So, talk with your wife. She is not a mind reader. Explain to her what you had(before kids/house/bills) is missing from you life. You might find she feels the same. You HAVE to take time for just yourselves. No less than 15 hours per week. Just you and your W. This is how you reconnect. The 15 hours can add up to enjoying a 1 hour program here and there. 15 minute coffee in the morning. Dinner together on the weekend. Just five minutes before you head off of work or whatever. 

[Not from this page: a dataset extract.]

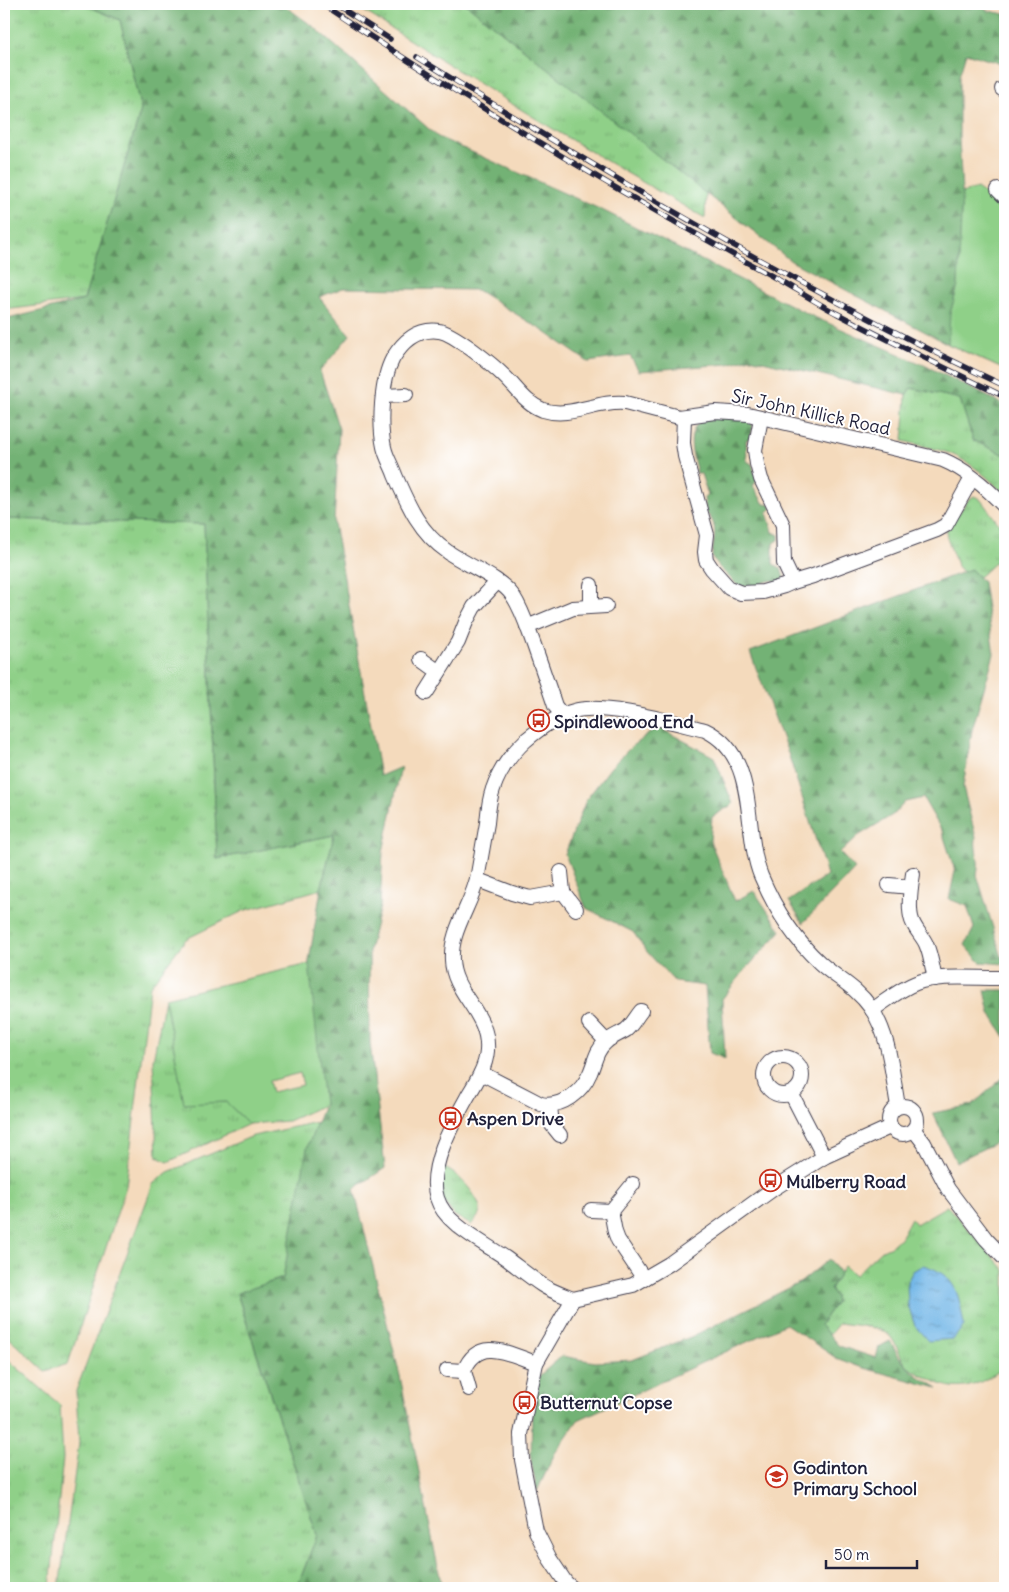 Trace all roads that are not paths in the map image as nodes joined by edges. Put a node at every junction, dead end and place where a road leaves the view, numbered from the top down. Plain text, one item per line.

It can be tough with kids. Soccer, dance, homework...you know the drill. Since ours are older now, we can leave the house to do things together. It is wonderful. We love our kids but we also love our alone time now. We make it a point to find that alone time. If you and your W are clever enough, I'm certain you are, you two will find the way to make that 15 hours per week connections. Again, talk with your wife. The letter helped out sorting your thoughts. Now convey them verbally.


----------



## staarz21 (Feb 6, 2013)

I get what people are saying about talking instead of writing. I think that it depends on your wife and who she is. How does she respond to talking? Does she interrupt, misunderstand? Does she only focus on one thing? Does she get upset and quit listening all together or walk out of the room?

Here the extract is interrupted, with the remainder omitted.